Пушкин на этот раз недолго пробыл в ликующей Москве; он поспешил в Михайловское, главным образом для того, чтоб уложить и отправить свои книги и бумаги в одну из столиц. В деревне Пушкин нашел известное послание «Тригорское» и, с восторгом отзываясь о нем в письме к Языкову, желает ему: «здоровья, осторожности, благоденственного и мирного житья!» На обратном, однако, пути в Москву Пушкин, вопреки той же осторожности, написал несколько поэтических строк к другу своему Ивану Ивановичу Пущину, сосланному в Сибирь [144] .
144
Стихотворение это помещено в изд. 1859 г., т. 1, стр. 356–357 и помечено: «13 декабря 1826 г. Псков».

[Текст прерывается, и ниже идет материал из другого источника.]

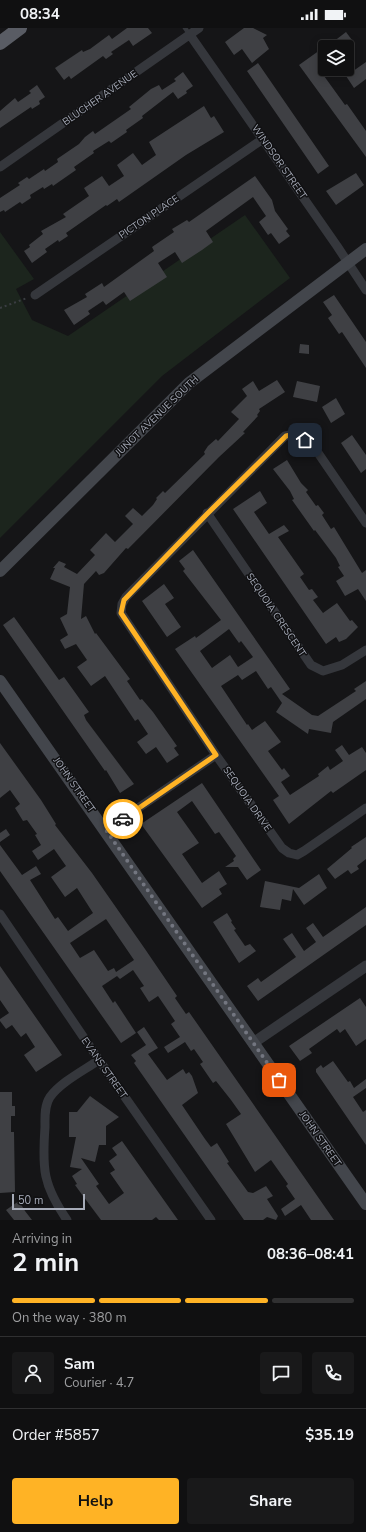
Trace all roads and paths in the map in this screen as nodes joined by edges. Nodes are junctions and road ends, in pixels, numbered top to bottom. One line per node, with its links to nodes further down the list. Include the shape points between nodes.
1 (20, 28): 4 (highway)
2 (199, 28): 3 (street, BLUCHER AVENUE)
3 (187, 31): 5 (street, WINDSOR STREET); 6 (street, BLUCHER AVENUE)
4 (0, 43)
5 (263, 139): 8 (street, WINDSOR STREET); 10 (street, PICTON PLACE)
6 (0, 167)
7 (366, 249): 8 (main road, JUNOT AVENUE SOUTH)
8 (348, 261): 9 (street, WINDSOR STREET); 14 (main road, JUNOT AVENUE SOUTH, via 189,383)
9 (366, 290)
10 (35, 295): 11 (path)
11 (0, 308)
12 (207, 514): 13 (street, SEQUOIA DRIVE, via 286,436 295,434 314,447); 15 (street, SEQUOIA CRESCENT, via 311,666 323,671 342,664); 17 (street, SEQUOIA DRIVE, via 126,597 121,613)
13 (366, 523)
14 (0, 571)
15 (366, 650)
16 (0, 681): 19 (main road, JOHN STREET)
17 (216, 755): 18 (street, SEQUOIA DRIVE, via 282,848 289,853 296,855 304,851); 19 (street)
18 (366, 808)
19 (106, 830): 22 (main road, JOHN STREET)
20 (0, 914): 23 (street, EVANS STREET)
21 (365, 969): 22 (street)
22 (253, 1043): 24 (main road, JOHN STREET)
23 (99, 1060): 25 (street, via 57,1089 49,1099 46,1109 43,1158 46,1183); 26 (street, EVANS STREET)
24 (366, 1204)
25 (67, 1220)
26 (210, 1220)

Мы, разумеется, не станем следить за жизнью Пушкина из года в год и повторять факты, уже известные в печати; если же и будем упоминать о некоторых из них, как только для связи и объяснения тех материалов, которые впервые печатаем.

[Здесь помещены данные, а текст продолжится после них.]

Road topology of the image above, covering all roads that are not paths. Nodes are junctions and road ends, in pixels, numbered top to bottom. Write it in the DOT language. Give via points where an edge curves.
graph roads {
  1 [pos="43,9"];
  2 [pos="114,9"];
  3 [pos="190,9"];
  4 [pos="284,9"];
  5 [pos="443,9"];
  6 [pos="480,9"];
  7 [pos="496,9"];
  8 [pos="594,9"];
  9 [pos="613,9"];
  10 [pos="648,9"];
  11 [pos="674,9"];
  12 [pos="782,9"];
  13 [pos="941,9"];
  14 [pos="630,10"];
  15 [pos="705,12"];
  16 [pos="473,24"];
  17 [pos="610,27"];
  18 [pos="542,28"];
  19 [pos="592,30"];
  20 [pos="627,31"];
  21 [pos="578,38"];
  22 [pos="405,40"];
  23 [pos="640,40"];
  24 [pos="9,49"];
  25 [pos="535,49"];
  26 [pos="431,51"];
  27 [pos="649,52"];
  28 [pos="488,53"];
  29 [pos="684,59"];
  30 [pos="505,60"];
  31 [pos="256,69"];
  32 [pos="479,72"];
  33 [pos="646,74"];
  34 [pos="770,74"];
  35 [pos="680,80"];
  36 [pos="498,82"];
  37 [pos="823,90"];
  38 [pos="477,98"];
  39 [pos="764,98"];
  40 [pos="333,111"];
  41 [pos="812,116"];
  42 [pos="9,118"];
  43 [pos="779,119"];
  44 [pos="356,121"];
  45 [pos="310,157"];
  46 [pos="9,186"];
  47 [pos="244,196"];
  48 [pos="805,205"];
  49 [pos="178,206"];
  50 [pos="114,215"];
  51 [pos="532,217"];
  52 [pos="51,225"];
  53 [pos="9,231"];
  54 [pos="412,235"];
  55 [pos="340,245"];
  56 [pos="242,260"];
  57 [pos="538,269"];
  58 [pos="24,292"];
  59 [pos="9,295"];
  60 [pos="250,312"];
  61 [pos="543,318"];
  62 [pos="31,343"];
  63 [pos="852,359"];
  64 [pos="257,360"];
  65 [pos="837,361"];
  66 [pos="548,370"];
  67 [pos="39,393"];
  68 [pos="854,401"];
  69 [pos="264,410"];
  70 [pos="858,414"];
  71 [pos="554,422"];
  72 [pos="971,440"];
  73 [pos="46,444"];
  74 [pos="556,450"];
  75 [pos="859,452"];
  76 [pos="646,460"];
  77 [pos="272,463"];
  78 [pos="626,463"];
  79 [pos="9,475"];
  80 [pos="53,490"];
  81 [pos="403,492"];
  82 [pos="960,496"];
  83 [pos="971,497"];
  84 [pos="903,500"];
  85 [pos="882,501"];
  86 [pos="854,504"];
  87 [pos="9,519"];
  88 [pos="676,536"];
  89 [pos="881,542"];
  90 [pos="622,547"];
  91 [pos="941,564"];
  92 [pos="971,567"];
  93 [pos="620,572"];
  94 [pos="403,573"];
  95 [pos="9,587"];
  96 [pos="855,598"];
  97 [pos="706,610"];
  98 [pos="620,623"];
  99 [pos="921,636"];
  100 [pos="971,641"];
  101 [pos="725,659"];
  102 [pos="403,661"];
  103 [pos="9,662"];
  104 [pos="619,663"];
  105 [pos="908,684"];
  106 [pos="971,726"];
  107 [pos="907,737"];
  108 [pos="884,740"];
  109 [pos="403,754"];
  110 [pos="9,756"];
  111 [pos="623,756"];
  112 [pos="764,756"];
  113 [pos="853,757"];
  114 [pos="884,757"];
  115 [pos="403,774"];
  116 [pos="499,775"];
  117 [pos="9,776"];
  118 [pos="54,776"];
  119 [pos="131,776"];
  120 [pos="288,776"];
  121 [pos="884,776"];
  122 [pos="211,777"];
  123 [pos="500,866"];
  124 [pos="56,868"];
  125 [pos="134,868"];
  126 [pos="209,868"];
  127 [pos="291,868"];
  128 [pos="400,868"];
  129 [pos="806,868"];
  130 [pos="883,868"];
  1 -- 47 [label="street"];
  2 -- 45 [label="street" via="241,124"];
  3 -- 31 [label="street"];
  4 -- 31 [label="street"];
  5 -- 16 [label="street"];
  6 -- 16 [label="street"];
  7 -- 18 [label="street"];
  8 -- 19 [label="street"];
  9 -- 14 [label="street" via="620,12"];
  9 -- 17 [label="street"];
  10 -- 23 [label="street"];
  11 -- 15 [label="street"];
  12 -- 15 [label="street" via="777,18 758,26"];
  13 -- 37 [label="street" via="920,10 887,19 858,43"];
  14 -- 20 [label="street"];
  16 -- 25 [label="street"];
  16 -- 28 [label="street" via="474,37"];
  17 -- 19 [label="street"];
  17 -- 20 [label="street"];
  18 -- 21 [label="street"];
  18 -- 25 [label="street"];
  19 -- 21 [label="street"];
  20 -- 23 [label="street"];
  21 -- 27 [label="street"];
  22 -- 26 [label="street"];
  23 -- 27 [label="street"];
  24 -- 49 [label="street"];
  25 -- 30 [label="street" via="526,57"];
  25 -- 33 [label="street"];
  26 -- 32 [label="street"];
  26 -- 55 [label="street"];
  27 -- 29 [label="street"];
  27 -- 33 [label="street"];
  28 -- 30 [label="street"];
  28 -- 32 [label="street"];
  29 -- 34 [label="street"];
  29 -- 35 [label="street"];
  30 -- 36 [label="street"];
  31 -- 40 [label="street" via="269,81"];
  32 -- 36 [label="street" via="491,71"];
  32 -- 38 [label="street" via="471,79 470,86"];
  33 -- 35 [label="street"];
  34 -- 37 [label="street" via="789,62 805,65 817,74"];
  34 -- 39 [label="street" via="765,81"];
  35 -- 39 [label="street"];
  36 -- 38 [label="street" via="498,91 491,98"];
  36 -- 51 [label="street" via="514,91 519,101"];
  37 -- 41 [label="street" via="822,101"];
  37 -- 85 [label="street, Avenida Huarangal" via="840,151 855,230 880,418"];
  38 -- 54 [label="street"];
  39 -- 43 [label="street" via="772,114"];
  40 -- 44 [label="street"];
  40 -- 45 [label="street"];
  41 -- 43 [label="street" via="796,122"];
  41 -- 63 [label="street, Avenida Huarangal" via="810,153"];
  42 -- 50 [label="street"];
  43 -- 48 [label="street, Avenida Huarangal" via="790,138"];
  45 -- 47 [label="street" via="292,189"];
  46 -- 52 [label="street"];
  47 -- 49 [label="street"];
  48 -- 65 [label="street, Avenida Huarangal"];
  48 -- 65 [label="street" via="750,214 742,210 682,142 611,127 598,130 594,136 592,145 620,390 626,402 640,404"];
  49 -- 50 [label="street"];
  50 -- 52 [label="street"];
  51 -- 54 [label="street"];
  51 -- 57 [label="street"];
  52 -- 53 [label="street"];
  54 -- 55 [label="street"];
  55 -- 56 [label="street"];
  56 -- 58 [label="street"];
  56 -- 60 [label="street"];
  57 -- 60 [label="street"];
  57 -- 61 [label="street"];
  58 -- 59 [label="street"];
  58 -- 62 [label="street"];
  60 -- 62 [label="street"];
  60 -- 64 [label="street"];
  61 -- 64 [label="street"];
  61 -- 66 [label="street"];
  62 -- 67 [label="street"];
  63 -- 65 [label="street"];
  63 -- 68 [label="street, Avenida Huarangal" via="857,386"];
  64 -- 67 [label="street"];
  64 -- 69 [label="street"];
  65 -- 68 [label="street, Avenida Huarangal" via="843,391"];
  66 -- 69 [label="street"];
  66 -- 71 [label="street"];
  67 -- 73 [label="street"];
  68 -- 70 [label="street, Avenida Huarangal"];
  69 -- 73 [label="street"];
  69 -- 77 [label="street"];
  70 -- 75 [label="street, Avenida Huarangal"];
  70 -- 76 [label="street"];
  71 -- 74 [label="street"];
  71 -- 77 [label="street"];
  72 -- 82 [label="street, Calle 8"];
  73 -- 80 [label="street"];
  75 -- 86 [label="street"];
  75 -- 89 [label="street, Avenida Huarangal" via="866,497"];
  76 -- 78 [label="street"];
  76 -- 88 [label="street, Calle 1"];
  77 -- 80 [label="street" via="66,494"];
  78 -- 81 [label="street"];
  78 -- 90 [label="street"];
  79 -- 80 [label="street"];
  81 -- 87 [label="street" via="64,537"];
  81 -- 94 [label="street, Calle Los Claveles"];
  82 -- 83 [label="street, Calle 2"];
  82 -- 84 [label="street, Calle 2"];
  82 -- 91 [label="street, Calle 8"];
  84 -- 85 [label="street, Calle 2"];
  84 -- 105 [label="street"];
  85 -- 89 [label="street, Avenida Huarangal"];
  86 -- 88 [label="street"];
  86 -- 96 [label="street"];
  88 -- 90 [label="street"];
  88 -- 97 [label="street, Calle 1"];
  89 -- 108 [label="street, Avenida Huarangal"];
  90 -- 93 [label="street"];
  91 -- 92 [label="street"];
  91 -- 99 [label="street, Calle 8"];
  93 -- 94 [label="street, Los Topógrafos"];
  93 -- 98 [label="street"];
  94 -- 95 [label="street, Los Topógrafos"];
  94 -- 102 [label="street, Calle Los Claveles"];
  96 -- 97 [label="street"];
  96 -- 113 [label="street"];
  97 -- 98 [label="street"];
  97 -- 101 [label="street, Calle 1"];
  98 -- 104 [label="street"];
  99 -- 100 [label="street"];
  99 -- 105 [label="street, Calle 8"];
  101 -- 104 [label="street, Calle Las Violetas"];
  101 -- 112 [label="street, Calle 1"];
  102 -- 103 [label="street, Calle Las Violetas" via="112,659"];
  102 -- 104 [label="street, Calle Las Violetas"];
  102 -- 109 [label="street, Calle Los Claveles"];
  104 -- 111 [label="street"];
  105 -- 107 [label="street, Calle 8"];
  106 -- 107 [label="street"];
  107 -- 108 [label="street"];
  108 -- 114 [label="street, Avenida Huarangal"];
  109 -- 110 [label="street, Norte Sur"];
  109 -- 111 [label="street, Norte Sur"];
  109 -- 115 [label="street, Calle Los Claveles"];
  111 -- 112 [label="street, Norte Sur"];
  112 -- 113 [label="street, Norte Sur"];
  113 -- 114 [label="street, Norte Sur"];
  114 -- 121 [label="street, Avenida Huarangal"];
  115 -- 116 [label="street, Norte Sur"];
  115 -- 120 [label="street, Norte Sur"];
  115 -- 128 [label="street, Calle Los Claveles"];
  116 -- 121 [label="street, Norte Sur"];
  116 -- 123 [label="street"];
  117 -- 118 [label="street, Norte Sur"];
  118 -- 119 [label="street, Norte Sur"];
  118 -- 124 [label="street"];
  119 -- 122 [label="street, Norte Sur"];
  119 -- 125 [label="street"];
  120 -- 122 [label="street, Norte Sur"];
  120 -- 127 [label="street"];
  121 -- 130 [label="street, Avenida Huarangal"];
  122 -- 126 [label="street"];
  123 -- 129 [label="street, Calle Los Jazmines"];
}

21-го ноября 1826 г. Пушкин пишет к Языкову из Москвы, говорит о новом журнале «Московский Вестник», предлагает в нем певцу Тригорского сотрудничать и спрашивает его: «Рады ли вы журналу? Пора задушить альманахи» и проч. (Матер. 1855. 1. 174). Нам неизвестны письма Языкова к Пушкину, но об отношениях первого к последнему мы очень хорошо знаем из подлинной переписки Языкова с А. Н. Вульфом. К переписке этой мы неоднократно будем обращаться: она вся лежит перед нами. Здесь 37 собственноручных писем Языкова, в стихах и в прозе, за время с 1825 по 1846, т. е. по год смерти поэта. В большей части этих писем Языков упоминает, спрашивает, говорит о Пушкине, и всегда с чувством глубокой и искренней к нему приязни. Тригорское и Пушкин, Пушкин и Тригорское — вот два предмета, которыми постоянно интересуется Языков:
«…Ты мне сообщил очень любопытные известия о нашем Байроне: продолжай и впредь это делать; само собой разумеется, что мне всегда хочется знать все, касающееся до человека, с которым вместе я так роскошно и весело пьянствовал [145] в стране, видевшей лучшее, т. е. счастливейшее время моей жизни. Он ко мне писал из Москвы: манит и блазнит меня посылать стихи им в „Московский Вестник“, и хочет, кажется, вовсе втянуть меня в эту (словесную) единоторговицу словесности русской. Говорит, что пора задушить альманахи — и, конечно, этот будущий удушитель сих пигмеев есть „Московский Вестник“ [146] . Замечу мимоходом, что едва ли альманахи вредят успехам Парнаса более, нежели журналы, потому что первые никак не останавливают хода учености, будучи делом мелочных своих издателей; напротив того, человек, издающий журнал, по необходимости должен работать к спеху, часто не в своем околодке, и таким образом покидать свой предмет на поле просвещения, где мог бы он сделать что-нибудь знаменитое, занимаясь одной частью и работая не опрометью и не без оглядки. Пример этому сам Полевой — из которого теперь именно ничего не выйдет достославного, потому что он кидается и туда и сюда по наукам, как угорелая кошка, потому он издает журнал» [147] .
145
Достойно замечания, что, несмотря на самообличения Языкова, он вовсе не был пьяница; то был человек, любивший в дружеском кружке, что называется, покутить, но это далеко было от пьянства; притом и в среде товарищей Языков был скромнейший человек в мире.
146
Языков подразумевает письмо Пушкина к себе от 21 декабря 1826 года, в котором поэт писал: „Вы знаете по газетам, что я участвую в „Московском Вестнике“, следственно, и вы также. Адресуйте же ваши стихи:,В Москву на Молчановку в дом Ренкевичевой“, оттуда передам их во храм бессмертия… Рады ли вы журналу? Пора задушить Альманахи».
147
Из письма Языкова к Вульфу 27-го января 1827 г. Дерпт.